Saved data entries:

= = = = = = =

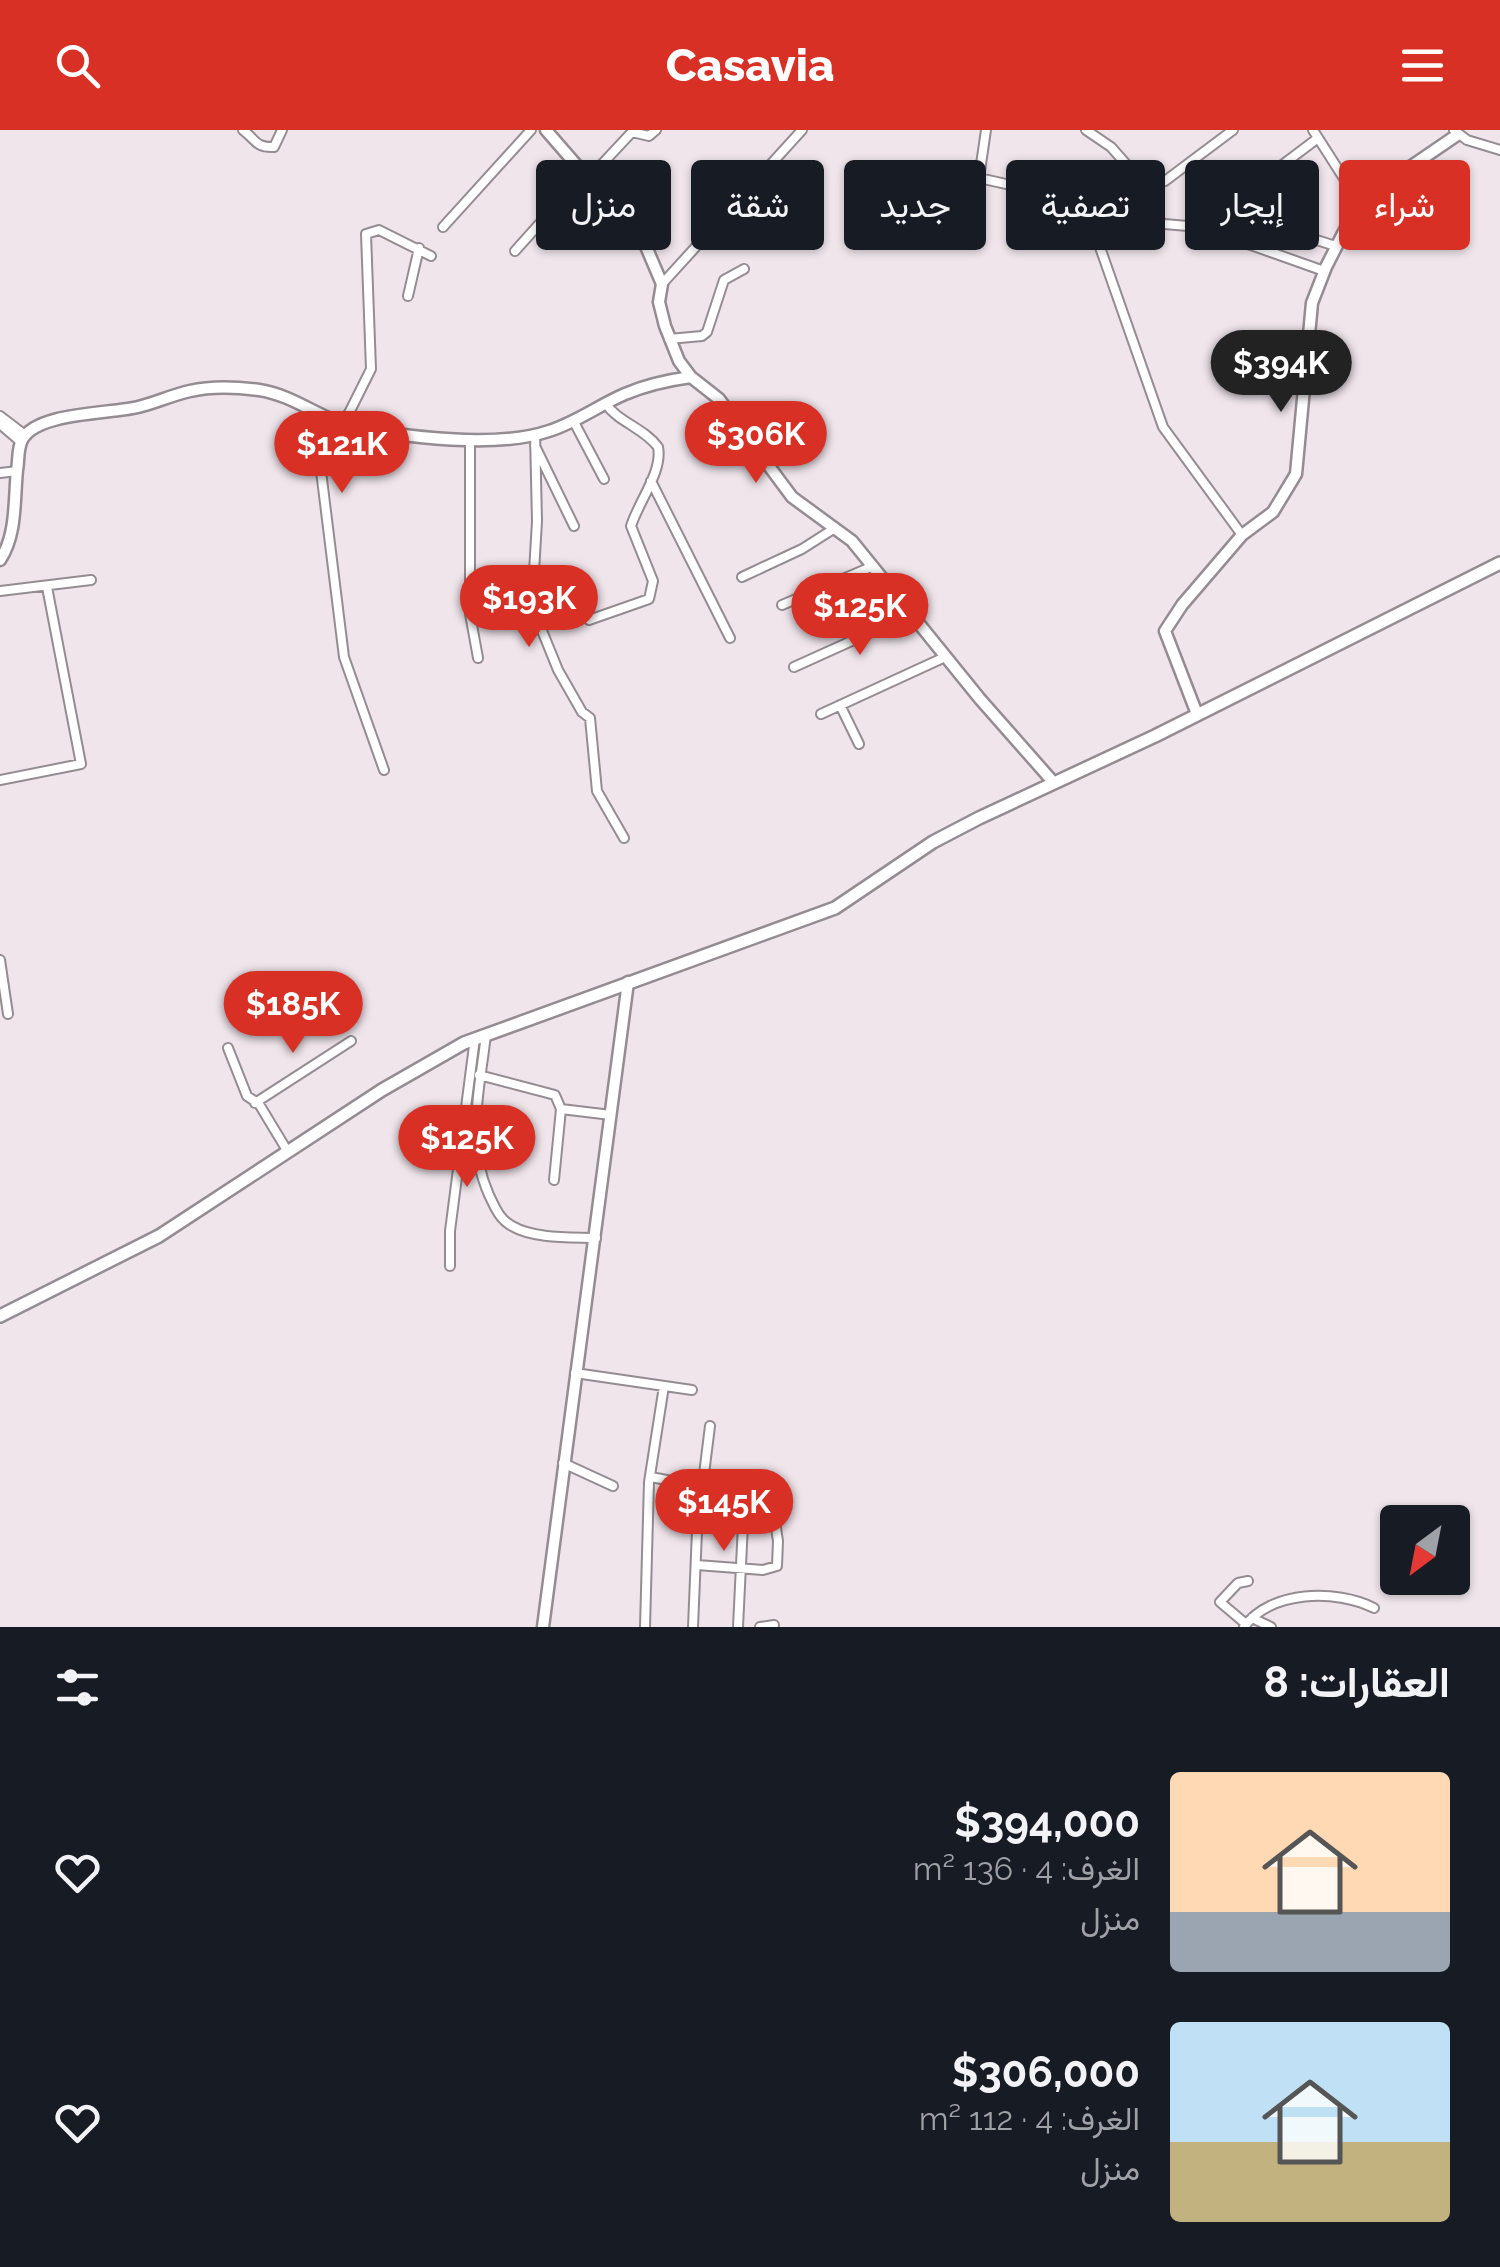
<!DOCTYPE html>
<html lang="ar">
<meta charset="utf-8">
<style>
body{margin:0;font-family:Raleway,Vazirmatn,sans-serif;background:#242831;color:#f1f3f6;direction:rtl;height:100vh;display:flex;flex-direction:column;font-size:38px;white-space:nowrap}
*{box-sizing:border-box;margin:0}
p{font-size:32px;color:#9ea1a6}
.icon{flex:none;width:55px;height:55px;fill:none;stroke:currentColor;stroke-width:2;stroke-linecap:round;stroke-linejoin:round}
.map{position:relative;height:1497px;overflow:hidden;direction:ltr}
.sheet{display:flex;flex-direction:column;background:#171b24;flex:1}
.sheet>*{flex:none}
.hud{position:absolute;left:30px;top:30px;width:1440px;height:90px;direction:rtl;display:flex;gap:20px}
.needle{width:65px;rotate:212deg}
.buttons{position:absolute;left:1380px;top:1375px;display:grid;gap:20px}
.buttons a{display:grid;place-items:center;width:90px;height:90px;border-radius:10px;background:#171b24;box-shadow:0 2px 8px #0004;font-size:50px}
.price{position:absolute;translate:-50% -85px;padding:0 22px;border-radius:35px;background:#d93025;color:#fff;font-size:32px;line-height:65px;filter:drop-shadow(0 2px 5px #0008)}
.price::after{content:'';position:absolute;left:50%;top:60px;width:30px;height:22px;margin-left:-15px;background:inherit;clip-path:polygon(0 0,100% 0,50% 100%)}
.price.selected{background:#222;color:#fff}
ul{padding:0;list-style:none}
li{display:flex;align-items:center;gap:30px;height:250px;padding:0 50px}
li span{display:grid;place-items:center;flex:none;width:280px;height:200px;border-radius:10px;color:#555}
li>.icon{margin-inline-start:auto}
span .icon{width:120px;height:120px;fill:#fffc;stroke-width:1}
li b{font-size:42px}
h2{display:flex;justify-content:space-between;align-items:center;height:120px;padding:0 50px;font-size:42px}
.pill{padding:0 35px;border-radius:10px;background:#171b24;box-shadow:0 2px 8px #0004;font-size:35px;line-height:90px}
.pill.selected{background:#d93025;color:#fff}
header{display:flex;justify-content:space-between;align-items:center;height:130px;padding:0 50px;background:#d93025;color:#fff;font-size:45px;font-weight:800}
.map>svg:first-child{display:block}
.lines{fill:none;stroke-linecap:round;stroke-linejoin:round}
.minor-casing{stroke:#958c91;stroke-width:12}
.tertiary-casing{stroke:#958c91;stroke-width:15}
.secondary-casing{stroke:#958c91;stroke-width:16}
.minor{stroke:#fff;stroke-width:8}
.tertiary{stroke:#fff;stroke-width:10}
.secondary{stroke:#fff;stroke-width:11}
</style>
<header><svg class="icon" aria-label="menu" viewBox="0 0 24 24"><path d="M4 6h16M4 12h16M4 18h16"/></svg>Casavia<svg class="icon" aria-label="search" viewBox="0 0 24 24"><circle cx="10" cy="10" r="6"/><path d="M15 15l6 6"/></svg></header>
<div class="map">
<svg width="1500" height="1497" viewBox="0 0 1500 1497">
<rect width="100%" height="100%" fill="#efe5eb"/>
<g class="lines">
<!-- minor casing -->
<g class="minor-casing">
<path id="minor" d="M243,0C256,10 256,18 274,17L282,0
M986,0L979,48L1055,65L1110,68L1164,94L1200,97L1324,141
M1086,0L1111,17L1157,69L1144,85
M1313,0L1359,72
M1454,0L1467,10L1500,20
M589,48L632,2L649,6L656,0
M1165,51L1233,0
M1196,59C1222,83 1301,105 1336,116
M1082,66L1163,297L1242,405
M1228,76L1318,8
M443,97L531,0
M515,121L585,43
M662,154L802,0
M408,166L419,118
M669,209L702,206L707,202L724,150L744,139
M0,286L25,305
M574,292L604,349
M0,294L21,312
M535,304L537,391L532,476L558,540L582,582L590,588L597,661L624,708
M470,309V484L478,528
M535,316L574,396
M0,343L17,341
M651,351L730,508
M742,447L802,419L835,398
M0,461L91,450
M782,475L871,437
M589,490L649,469L653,451L631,396C639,371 663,341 658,317C644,298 618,292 606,274
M794,537L909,485
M840,575L859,614
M821,584L945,527
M384,640L344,527L321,341L324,323L339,294L349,283L371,239L366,104L379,100L431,126
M0,650L81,634L47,457
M0,830L8,884
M486,904C480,960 465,1011 489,1065C495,1077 499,1089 512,1096C534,1109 571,1107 596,1108
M228,918L247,966L259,974L288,1022
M479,945L555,965L561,979L554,1050
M255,973L351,911
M561,979L611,985
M450,1136V1101L475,908
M575,1243L692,1260
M563,1333L613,1356
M650,1347C665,1349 683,1355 698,1353C720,1351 750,1348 770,1359L778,1411L777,1436L763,1440L697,1435
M703,1352L710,1296
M1252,1488L1271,1497
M1246,1494L1220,1472L1238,1453L1248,1451
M645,1497L649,1352L664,1256
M693,1497L699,1353
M738,1497L745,1353
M760,1497L774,1495
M1244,1497C1271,1460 1336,1459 1374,1478"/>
</g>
<!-- tertiary casing -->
<g class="tertiary-casing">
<path id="tertiary" d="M546,0L645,114L662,154L659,172L665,196L679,231L691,247L719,269L792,367L852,411L980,569L1054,653
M0,430C17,405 14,369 17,340C19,330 17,320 22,310C36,282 110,284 138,277C155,273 172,265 190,261C211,256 237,257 259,260C293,265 319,288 352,297C408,307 495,319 549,301C577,292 599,275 625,264C646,255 669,250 691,247
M1197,584L1165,501L1182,475L1242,405L1273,382L1296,344L1312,173L1326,137L1359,72L1457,5
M543,1497L628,852"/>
</g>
<!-- secondary casing -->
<g class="secondary-casing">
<path id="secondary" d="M0,1186L159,1106L382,960L464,913L835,778L933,712L979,688L1155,606L1500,433"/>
</g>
<!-- minor -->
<use href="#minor" class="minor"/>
<!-- tertiary -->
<use href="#tertiary" class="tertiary"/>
<!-- secondary -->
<use href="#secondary" class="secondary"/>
</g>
</svg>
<div class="buttons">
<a><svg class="needle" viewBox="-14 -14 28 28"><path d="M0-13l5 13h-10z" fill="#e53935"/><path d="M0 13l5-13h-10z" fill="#9ea1a6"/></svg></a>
</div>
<b class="price selected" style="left:1281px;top:285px">$394K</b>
<b class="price" style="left:756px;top:356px">$306K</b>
<b class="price" style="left:342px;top:366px">$121K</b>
<b class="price" style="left:529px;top:520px">$193K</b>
<b class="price" style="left:860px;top:528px">$125K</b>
<b class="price" style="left:293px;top:926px">$185K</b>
<b class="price" style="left:467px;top:1060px">$125K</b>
<b class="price" style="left:724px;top:1424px">$145K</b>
<div class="hud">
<a class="pill selected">شراء</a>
<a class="pill">إيجار</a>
<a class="pill">تصفية</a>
<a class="pill">جديد</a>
<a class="pill">شقة</a>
<a class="pill">منزل</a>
</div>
</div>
<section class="sheet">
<h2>العقارات: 8<svg class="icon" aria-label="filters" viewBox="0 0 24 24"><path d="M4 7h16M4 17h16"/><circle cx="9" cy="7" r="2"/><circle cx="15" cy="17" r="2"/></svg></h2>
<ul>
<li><span style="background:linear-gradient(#ffd9b3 70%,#9aa5b1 0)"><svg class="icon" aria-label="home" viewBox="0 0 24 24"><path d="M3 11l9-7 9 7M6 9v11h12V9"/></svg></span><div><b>$394,000</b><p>الغرف: 4 · 136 m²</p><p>منزل</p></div><svg class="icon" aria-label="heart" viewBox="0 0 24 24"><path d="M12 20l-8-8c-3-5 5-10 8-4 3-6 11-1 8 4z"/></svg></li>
<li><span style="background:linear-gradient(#bfe0f5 60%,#c2b280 0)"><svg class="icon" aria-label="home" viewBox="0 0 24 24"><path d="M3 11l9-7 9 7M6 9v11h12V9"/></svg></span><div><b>$306,000</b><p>الغرف: 4 · 112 m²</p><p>منزل</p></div><svg class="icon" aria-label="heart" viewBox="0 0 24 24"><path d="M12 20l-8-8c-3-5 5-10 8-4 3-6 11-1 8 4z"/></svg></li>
</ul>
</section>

= = = = = = =

Count how many lines above carry the word "linejoin". Only the number is required.

▶ Exercise solution: 2